Grab yourself a little piece of that cake over there, and make sure you have a glass of champagne. This here is my 100th post in Murrmurrs! No one is surpriseder than I am. When I started, I would have sworn I didn't have a hundred ideas, total, lifetime. But here we are. My head is jammed full of stuff. As Dave likes to point out, it's really dense in there.
You should have a purpose in mind when starting a blog: to educate, to chronicle, perhaps to provoke. My goal is to cause a leakage of bodily fluids in my readership. If I can make you have to change your underwear or wipe something off your screen, I'm happy. That's where the cake and champagne come in. Everything reminds me of something else, and there's usually no more than one or two degrees of separation before you hit funny. So I think of something, and that makes me think of something else, and that makes me think of something else, and if I can remember what I started with--by no means a sure thing--why, I'm off and running.
I wrote my first post on December 27th, 2008, and my second a day later, and the Blogger template made it look real purty so I went ahead and told both of my friends, and then I settled into a comfortable twice-a-week schedule. Now, there's a lot of information out there about having a successful blog, and one thing everyone agrees on is that you should post at least three times a week. Call me a crank, but my thought is that no one will look at a blog three or more times a week unless it's entertaining. I searched my heart and decided I could only be funny twice a week, and you don't even want to be around me those other days.

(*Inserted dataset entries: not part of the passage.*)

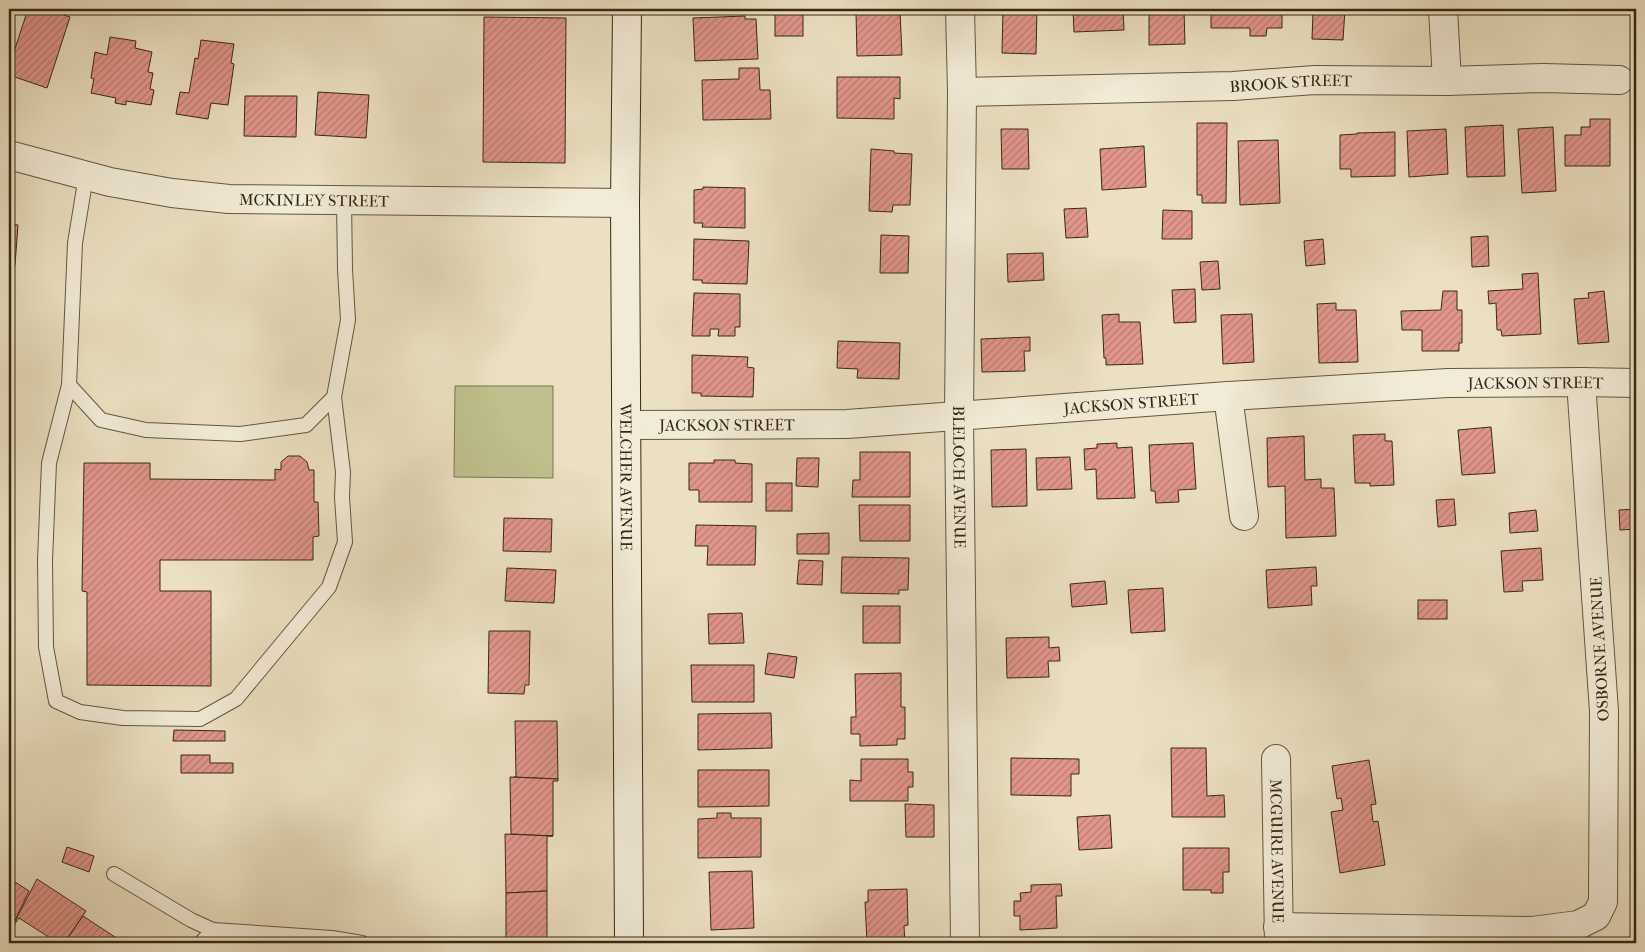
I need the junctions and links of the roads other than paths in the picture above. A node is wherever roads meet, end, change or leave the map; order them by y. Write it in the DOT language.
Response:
graph roads {
  1 [pos="626,9"];
  2 [pos="960,9"];
  3 [pos="1443,9"];
  4 [pos="1619,80"];
  5 [pos="1447,81"];
  6 [pos="962,92"];
  7 [pos="9,155"];
  8 [pos="86,176"];
  9 [pos="344,200"];
  10 [pos="625,203"];
  11 [pos="1581,382"];
  12 [pos="1636,383"];
  13 [pos="69,384"];
  14 [pos="1228,396"];
  15 [pos="334,397"];
  16 [pos="959,416"];
  17 [pos="626,425"];
  18 [pos="1244,516"];
  19 [pos="1276,759"];
  20 [pos="114,874"];
  21 [pos="212,930"];
  22 [pos="1279,935"];
  23 [pos="201,943"];
  24 [pos="362,943"];
  25 [pos="629,943"];
  26 [pos="965,943"];
  1 -- 10 [label="street, WELCHER AVENUE"];
  2 -- 6 [label="street, BLELOCH AVENUE"];
  3 -- 5 [label="street"];
  4 -- 5 [label="street, BROOK STREET"];
  5 -- 6 [label="street, BROOK STREET"];
  6 -- 16 [label="street, BLELOCH AVENUE"];
  7 -- 8 [label="street, MCKINLEY STREET"];
  8 -- 9 [label="street, MCKINLEY STREET"];
  8 -- 13 [label="lane"];
  9 -- 10 [label="street, MCKINLEY STREET"];
  9 -- 15 [label="lane"];
  10 -- 17 [label="street, WELCHER AVENUE"];
  11 -- 12 [label="street, JACKSON STREET"];
  11 -- 14 [label="street, JACKSON STREET"];
  11 -- 22 [label="street, OSBORNE AVENUE"];
  13 -- 15 [label="lane"];
  13 -- 15 [label="lane"];
  14 -- 16 [label="street, JACKSON STREET"];
  14 -- 18 [label="street"];
  16 -- 17 [label="street, JACKSON STREET"];
  16 -- 26 [label="street, BLELOCH AVENUE"];
  17 -- 25 [label="street, WELCHER AVENUE"];
  19 -- 22 [label="street, MCGUIRE AVENUE"];
  20 -- 21 [label="lane"];
  21 -- 23 [label="lane"];
  21 -- 24 [label="lane"];
}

Actually, I'm fun to be around slightly more often than twice a week. I began to accumulate blog posts which I confine to a little kennel on my computer. I have a pack of at least fifteen of them ready to let loose. At any given time a few will be under construction, and about three of them will be told to go to their crates until they funny up a little more. I worry when I put out a post that I think is pretty funny but not very funny. I always think: well, there goes my audience. Same thing applies when I put in one with a political or religious theme, which I seem unable to prevent myself from doing. "That one will drive people away," I fret, but then I think: No. My readers are smart and delightful and agree with me on every last thing. Right? Right?

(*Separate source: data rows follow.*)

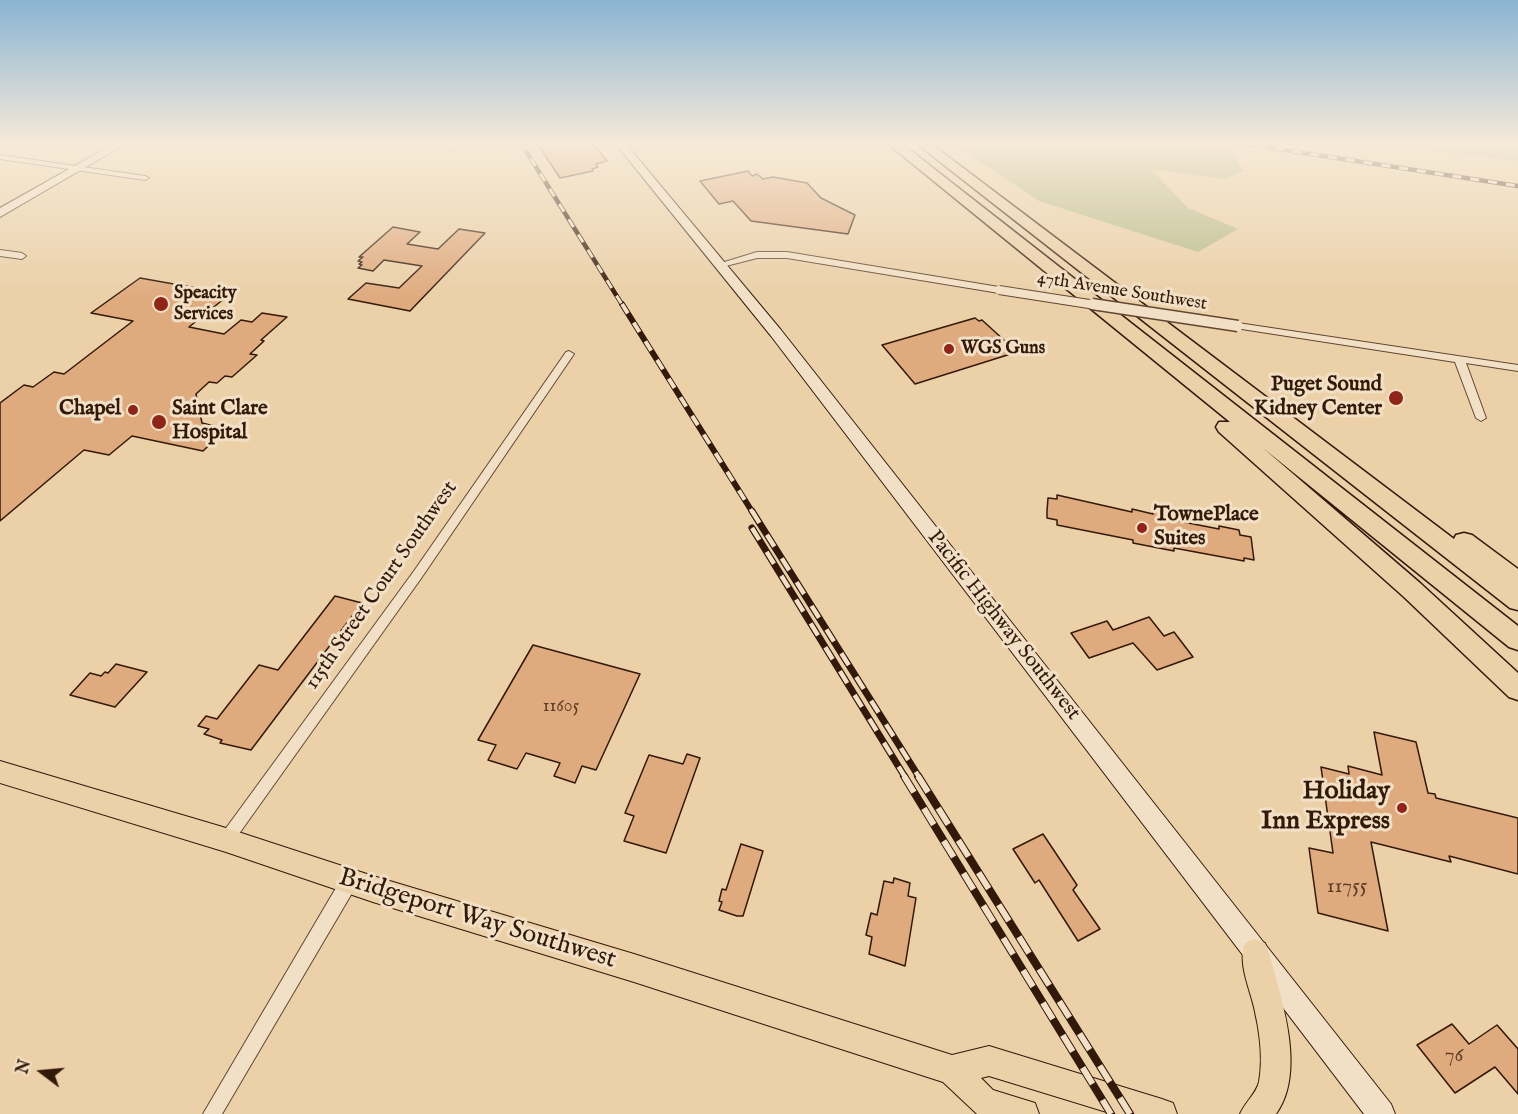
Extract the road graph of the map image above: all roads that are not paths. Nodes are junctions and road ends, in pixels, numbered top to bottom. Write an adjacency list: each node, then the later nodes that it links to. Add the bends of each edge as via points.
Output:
1 (31, 195): 5 (main road)
2 (664, 195): 8 (main road, Pacific Highway Southwest)
3 (958, 195): 9 (highway)
4 (990, 195): 10 (highway)
5 (0, 213)
6 (0, 253): 7 (street)
7 (22, 256)
8 (722, 264): 12 (street, 47th Avenue Southwest, bridge, via 757,255 787,255 914,278); 22 (main road, Pacific Highway Southwest)
9 (1060, 277): 17 (highway); 18 (highway, via 1101,320 1292,484)
10 (1100, 279): 15 (highway, via 1227,364); 16 (highway)
11 (569, 354): 20 (street, 115th Street Court Southwest, via 418,574)
12 (1459, 358): 13 (street, 47th Avenue Southwest); 14 (street)
13 (1518, 368)
14 (1481, 418)
15 (1518, 581)
16 (1518, 602)
17 (1518, 640)
18 (1518, 689)
19 (0, 772): 20 (main road, Bridgeport Way Southwest)
20 (226, 840): 21 (main road, Bridgeport Way Southwest)
21 (349, 882): 23 (main road, Bridgeport Way Southwest, via 634,968); 24 (street)
22 (1255, 953): 27 (main road, via 1275,1047 1270,1096); 28 (main road, Pacific Highway Southwest)
23 (952, 1071): 25 (main road, Bridgeport Way Southwest, via 984,1102); 26 (main road, via 989,1061)
24 (212, 1114)
25 (1024, 1114)
26 (1162, 1114)
27 (1255, 1114)
28 (1381, 1114)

But even though I have a group of posts just yipping to be let out, I decided not to increase the output to three times a week. That would be more pressure than a retired and, frankly, slothful person should be expected to bear. Especially one who isn't getting paid.
That getting-paid thing has been an eye-opener. I started the blog to develop an audience, which you need before anyone will publish your book. I'd still like to get a book published, but I discovered that having an audience was most of what I wanted. It's almost as if my readers are the people standing in the forest with their ears peeled, and I'm the tree that falls down. If they weren't there, would I make a sound? I'm not at all sure that I would. So you people are drawing out my work, and that energizes me and makes me very happy, for which I thank you all.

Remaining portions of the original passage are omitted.